用語解説
プリファードディール(Preferred Deal、PD)とは、広告主とパブリッシャーが事前に合意した固定価格(フロアプライス)で、特定の広告主が他の広告主より優先的に広告枠を入札できる権利を持つプログラマティック広告の取引形態です。「優先取引」とも呼ばれ、インプレッションが保証されるPGと通常のPMPの中間に位置します。PGとの最大の違いは「インプレッション数の保証がない」点です。

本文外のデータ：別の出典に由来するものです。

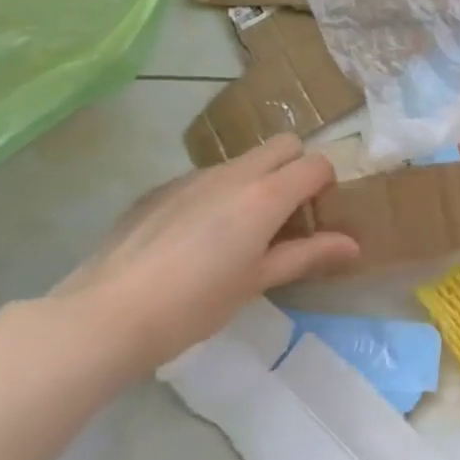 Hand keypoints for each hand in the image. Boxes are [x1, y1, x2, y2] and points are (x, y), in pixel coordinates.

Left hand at [51, 135, 357, 371]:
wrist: (106, 314)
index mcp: (265, 195)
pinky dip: (216, 195)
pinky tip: (194, 240)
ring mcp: (191, 177)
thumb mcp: (258, 281)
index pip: (315, 164)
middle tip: (286, 215)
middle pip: (283, 145)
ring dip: (255, 181)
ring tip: (238, 232)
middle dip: (295, 167)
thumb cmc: (196, 303)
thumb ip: (307, 255)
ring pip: (241, 161)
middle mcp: (232, 174)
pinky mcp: (159, 189)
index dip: (325, 184)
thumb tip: (353, 245)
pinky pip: (204, 179)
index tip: (317, 216) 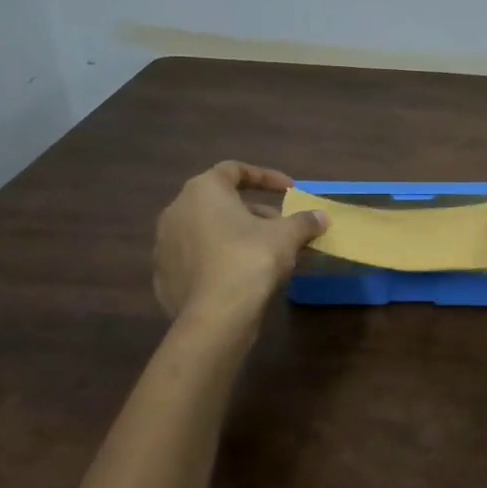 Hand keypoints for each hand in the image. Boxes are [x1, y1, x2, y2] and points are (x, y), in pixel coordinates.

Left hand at [152, 162, 326, 320]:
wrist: (214, 317)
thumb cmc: (251, 260)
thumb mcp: (287, 236)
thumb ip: (304, 221)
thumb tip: (322, 216)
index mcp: (203, 190)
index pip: (234, 170)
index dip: (265, 177)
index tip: (289, 190)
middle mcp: (177, 210)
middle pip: (220, 202)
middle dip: (254, 212)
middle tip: (281, 227)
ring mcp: (164, 245)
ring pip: (207, 231)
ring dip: (235, 236)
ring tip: (265, 254)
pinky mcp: (164, 276)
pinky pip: (197, 260)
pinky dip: (218, 261)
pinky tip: (240, 277) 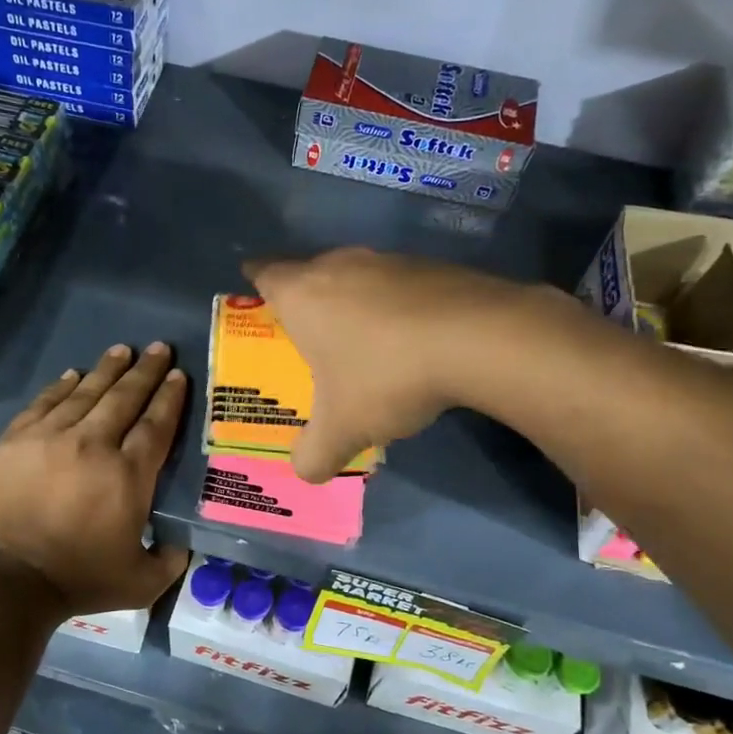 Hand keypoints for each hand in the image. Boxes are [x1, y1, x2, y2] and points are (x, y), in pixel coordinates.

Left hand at [0, 342, 191, 618]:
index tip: (177, 374)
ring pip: (85, 393)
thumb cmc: (81, 579)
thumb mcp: (142, 581)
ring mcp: (50, 438)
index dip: (169, 397)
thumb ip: (171, 559)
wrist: (11, 581)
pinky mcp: (16, 441)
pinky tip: (73, 374)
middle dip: (144, 370)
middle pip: (124, 398)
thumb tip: (183, 543)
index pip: (155, 424)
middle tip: (157, 347)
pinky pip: (44, 403)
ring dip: (107, 369)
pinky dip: (61, 386)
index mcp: (128, 475)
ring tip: (121, 350)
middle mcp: (93, 445)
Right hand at [245, 248, 531, 482]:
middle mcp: (340, 265)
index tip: (255, 291)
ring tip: (362, 339)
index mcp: (303, 293)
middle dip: (305, 297)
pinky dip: (395, 305)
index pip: (265, 273)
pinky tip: (411, 338)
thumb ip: (314, 455)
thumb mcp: (342, 430)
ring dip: (353, 300)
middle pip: (310, 271)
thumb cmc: (385, 376)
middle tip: (307, 332)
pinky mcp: (432, 265)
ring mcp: (389, 260)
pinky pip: (399, 284)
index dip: (255, 280)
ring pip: (356, 275)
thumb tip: (305, 472)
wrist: (477, 338)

プリファードディールでは、広告主はその枠を優先的に入札できる権利を持ちますが、入札しなかった場合や条件が合わなかった場合に他の広告主に枠が回ります。一方でPMPが複数の広告主間での競争入札であるのに対し、PDは特定の1社(または少数の広告主)が固定価格で優先入札できる点が異なります。プリファードディールの取引フローは①パブリッシャーが特定の広告主に対してDeal IDと固定価格を提示②広告主はDSPでDeal IDを設定③オークションが発生した際、Deal IDを持つ広告主が固定価格で優先的に入札④広告主が入札しなかった場合は、PMPまたはオープンオークションに枠が移動、という順序で行われます。プリファードディールのメリットは①固定価格でありながら配信量の柔軟性がある②オープンオークションより優先的に質の高い枠を確保できる③保証型(PG)ほど厳密なコミットメントが不要でリスクが低い、という点です。中程度の予算規模で質の高い広告枠を効率よく確保したい場合に適した取引形態です。
どんな場面で活用するか
特定のターゲットオーディエンス(例:経営者・IT意思決定者)が多く訪問する業界専門メディアとプリファードディールを設定し、競合他社に枠を奪われるリスクを低減しながら、量の保証なしに柔軟な予算配分で配信する場面で活用されます。PMPよりも特定メディアとの優先関係を明確にしたいが、PGほどのコミットメントは難しい場合に、中間的な取引形態として選択されます。信頼性の高いメディアとの長期的な関係構築の第一歩としても機能します。
よくある誤解
「プリファードディールはPMPと同じだ」という誤解があります。PMPが複数の招待広告主間での競争入札であるのに対し、PDは特定の広告主に固定価格での優先入札権を与えます。単価の決定方法と競合状況が本質的に異なります。次に「固定価格なので常に有利な価格で購入できる」という誤解があります。固定価格はパブリッシャーが設定するフロアプライスであり、オープンオークションよりも高い場合があります。価格の妥当性は市場のCPM水準と比較して判断する必要があります。また「プリファードディールは設定が複雑で担当者レベルでは難しい」という誤解もあります。DSPのGoogleマーケティングプラットフォーム(DV360)やThe Trade Deskでは、Deal IDの設定は比較的シンプルで、パブリッシャーから提供されたIDを入力するだけで基本的な設定は完了します。
判断のヒント
プリファードディールの活用を検討する際は、まず自社のターゲットオーディエンスが多く集まるメディアを3〜5つリストアップし、そのメディアのアドセールス担当者に問い合わせてDeal IDの発行条件と最低CPMを確認してください。オープンRTBでの同メディアへの配信CPMと比較して、優先入札権のプレミアムが許容範囲内かどうかを判断することが第一歩です。